En este caso, con base en la información proporcionada, quien hace forzoso el cumplimiento parece haber elaborado argumentos sólidos de que el emisor no llegó a identificar las “clases apropiadas de activos y pasivos” para los cuales la información relacionada-con-el-input deba ser revelada, intentando en lugar de ello proporcionar un análisis más amplio de los datos de entrada, y limitando la capacidad del usuario para interactuar constructivamente con las limitaciones y los posibles rangos de variabilidad que rodean las medidas del valor razonable contenidas en el balance general.
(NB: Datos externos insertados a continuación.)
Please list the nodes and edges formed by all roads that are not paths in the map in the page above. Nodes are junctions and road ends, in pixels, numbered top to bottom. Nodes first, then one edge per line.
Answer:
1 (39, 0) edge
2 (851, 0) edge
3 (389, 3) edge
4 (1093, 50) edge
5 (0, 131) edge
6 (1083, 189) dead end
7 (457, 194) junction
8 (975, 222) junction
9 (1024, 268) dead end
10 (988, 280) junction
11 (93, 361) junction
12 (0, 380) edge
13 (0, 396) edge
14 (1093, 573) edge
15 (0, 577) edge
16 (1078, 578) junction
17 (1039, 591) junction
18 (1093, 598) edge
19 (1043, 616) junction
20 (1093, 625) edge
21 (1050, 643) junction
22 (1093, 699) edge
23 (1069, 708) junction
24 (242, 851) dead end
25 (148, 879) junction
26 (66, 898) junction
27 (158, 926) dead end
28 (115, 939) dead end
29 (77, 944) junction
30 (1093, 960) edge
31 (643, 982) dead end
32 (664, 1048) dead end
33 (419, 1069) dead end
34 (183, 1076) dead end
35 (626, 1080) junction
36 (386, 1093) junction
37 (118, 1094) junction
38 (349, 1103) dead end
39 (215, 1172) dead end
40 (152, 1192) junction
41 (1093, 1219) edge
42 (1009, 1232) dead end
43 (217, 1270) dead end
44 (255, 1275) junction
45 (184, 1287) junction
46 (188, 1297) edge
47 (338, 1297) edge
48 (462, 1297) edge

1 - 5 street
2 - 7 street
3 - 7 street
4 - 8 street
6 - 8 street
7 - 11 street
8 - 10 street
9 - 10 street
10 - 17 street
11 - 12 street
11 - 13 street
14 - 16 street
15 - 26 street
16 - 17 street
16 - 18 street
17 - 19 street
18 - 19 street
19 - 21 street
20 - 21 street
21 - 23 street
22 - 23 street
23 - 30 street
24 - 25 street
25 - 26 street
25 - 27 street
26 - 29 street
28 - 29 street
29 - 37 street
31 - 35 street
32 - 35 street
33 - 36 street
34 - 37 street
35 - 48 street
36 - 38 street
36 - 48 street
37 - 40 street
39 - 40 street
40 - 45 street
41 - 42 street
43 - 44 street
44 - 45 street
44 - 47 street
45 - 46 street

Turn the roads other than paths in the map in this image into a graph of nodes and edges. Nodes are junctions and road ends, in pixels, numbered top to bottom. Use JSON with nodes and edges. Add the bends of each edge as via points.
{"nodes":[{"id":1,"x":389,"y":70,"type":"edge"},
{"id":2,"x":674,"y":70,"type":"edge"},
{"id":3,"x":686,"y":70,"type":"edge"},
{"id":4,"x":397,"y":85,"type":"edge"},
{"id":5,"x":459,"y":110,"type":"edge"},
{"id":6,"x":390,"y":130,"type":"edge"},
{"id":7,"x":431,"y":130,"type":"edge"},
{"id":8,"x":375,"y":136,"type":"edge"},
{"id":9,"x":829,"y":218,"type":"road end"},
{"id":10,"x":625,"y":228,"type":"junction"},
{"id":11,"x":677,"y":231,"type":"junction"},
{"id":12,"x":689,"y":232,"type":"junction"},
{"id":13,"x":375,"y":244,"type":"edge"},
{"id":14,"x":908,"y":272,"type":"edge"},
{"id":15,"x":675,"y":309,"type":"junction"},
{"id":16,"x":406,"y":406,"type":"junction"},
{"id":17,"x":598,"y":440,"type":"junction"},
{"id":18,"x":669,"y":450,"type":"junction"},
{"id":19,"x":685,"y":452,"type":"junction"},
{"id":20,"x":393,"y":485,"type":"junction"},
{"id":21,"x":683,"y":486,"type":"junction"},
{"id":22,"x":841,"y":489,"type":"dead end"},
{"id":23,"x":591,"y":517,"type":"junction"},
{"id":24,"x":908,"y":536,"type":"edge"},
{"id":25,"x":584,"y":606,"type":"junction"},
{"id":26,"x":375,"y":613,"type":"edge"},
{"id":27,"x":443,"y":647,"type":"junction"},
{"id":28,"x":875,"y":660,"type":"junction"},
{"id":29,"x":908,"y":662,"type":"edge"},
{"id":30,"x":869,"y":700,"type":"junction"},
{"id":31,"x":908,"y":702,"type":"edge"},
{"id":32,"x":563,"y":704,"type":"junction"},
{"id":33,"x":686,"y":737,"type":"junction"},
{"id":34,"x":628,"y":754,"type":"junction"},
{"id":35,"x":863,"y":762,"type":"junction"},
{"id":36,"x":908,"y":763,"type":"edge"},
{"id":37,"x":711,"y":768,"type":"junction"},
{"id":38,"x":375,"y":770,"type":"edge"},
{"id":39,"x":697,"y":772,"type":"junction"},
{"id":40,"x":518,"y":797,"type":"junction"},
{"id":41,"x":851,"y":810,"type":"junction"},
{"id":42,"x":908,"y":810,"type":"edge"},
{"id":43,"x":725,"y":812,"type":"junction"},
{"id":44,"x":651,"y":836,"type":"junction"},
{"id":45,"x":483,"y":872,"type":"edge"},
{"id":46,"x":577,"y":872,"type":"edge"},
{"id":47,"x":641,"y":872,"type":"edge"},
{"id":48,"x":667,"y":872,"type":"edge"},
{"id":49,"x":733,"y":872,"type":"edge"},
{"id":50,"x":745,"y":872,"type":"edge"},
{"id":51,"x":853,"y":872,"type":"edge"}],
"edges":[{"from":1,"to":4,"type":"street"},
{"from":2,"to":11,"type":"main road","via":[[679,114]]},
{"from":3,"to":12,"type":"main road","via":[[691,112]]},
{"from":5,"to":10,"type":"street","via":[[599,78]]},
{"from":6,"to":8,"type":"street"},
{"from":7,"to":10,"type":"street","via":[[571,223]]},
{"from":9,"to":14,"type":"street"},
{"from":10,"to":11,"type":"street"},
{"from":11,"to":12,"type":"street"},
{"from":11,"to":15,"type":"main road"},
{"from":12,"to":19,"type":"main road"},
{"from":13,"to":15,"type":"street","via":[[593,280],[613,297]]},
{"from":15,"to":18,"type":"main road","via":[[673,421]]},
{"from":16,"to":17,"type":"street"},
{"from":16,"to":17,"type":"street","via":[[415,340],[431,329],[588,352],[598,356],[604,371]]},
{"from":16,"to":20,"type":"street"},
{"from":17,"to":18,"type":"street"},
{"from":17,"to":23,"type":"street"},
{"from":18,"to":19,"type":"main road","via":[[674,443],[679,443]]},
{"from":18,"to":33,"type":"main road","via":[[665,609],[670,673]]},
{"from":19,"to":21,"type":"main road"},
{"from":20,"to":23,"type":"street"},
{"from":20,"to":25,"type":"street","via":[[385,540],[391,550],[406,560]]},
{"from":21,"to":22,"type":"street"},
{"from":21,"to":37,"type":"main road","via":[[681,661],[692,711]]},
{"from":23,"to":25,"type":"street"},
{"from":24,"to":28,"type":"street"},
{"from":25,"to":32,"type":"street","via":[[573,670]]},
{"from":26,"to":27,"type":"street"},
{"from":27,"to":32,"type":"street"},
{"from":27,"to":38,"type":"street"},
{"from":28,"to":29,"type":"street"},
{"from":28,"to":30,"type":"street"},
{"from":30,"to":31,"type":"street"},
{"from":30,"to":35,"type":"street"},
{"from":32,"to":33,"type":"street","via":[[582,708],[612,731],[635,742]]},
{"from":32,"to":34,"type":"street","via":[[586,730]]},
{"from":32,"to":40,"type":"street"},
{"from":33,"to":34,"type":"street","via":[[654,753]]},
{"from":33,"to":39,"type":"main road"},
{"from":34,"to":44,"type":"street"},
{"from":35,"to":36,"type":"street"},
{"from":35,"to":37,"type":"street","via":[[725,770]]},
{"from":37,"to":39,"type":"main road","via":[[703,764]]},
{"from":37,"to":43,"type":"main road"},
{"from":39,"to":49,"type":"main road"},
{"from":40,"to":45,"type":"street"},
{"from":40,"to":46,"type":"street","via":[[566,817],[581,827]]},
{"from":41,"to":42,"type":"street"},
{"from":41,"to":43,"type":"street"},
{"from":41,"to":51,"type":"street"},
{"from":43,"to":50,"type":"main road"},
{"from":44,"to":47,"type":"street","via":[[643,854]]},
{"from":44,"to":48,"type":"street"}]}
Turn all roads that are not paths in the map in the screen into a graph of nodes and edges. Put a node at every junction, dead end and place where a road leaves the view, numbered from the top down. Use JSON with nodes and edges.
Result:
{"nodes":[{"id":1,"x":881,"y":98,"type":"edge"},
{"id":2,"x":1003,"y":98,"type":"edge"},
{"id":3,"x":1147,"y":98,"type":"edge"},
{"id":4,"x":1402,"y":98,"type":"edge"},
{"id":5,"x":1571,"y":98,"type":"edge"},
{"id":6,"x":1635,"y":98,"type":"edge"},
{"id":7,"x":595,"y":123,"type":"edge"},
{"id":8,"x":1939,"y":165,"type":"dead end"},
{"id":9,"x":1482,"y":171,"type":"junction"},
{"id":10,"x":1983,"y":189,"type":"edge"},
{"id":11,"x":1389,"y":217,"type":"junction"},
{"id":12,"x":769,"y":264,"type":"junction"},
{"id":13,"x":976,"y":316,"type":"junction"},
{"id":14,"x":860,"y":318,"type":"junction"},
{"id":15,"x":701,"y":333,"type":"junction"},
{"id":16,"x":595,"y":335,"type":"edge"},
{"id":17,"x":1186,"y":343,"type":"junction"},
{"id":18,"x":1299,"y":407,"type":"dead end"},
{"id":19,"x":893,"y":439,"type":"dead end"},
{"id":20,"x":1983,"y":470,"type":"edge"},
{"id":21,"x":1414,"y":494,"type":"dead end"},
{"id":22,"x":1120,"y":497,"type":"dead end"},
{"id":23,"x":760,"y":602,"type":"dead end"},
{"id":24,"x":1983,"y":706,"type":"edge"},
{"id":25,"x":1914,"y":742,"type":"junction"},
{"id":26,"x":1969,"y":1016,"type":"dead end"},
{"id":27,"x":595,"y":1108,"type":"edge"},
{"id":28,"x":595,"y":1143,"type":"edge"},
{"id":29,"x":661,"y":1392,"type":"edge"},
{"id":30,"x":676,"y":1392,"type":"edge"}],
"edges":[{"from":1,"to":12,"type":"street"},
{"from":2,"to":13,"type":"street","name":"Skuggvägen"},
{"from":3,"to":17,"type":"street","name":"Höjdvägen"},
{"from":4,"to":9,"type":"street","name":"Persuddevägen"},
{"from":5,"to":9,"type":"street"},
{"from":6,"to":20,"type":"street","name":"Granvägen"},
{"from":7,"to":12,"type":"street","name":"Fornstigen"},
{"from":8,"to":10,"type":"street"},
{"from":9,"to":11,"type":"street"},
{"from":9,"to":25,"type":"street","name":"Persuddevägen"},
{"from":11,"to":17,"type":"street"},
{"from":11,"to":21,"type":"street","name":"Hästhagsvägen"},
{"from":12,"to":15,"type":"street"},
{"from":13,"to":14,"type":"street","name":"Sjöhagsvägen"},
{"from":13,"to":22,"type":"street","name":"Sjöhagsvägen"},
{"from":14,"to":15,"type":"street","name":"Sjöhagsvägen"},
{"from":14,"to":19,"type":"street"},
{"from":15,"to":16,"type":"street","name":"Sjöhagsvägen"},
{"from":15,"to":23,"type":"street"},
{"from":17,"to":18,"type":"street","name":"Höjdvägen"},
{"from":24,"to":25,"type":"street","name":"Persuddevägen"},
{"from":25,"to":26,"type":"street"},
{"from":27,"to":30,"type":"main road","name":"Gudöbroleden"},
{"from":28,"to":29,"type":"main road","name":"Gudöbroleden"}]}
¡Su adquisición es problemática, y tenemos preocupaciones!

[JOHN HUGHES] El término “adquisiciones problemáticas” es quizás un poco peyorativo, considerando que los emisores en los mercados de riesgo de Canadá a menudo no tienen estrategia distinta a “arriesgarse” como dice la frase: si cualquier aspecto de sus actividades y la resultante presentación de reportes es problemático, la mejor solución podría ser evitar que tales entidades salgan a la bolsa hasta una etapa posterior y completamente formada.

Como eso no va a suceder, y recordando que en este caso los estándares de contabilidad no ayudan mucho, probablemente esta no sea la última vez que escuchemos acerca de estos problemas. Pero mientras tanto, muchos esperan que los estándares de contabilidad avanzarán hacia reconocer un rango más amplio de activos intangibles, reconociendo que el balance general captura una cada vez porción más decreciente del valor de mercado de las nuevas entidades de tecnología; quizás dentro de diez años las compañías estarán reconociendo un mayor rango de activos desarrollados internamente, o dando mayor expresión a los impactos ambientales u otros de carácter externo, todo lo cual requerirá una importante evolución conceptual, y mayor facilidad para manejar las incertidumbres de medición extrema.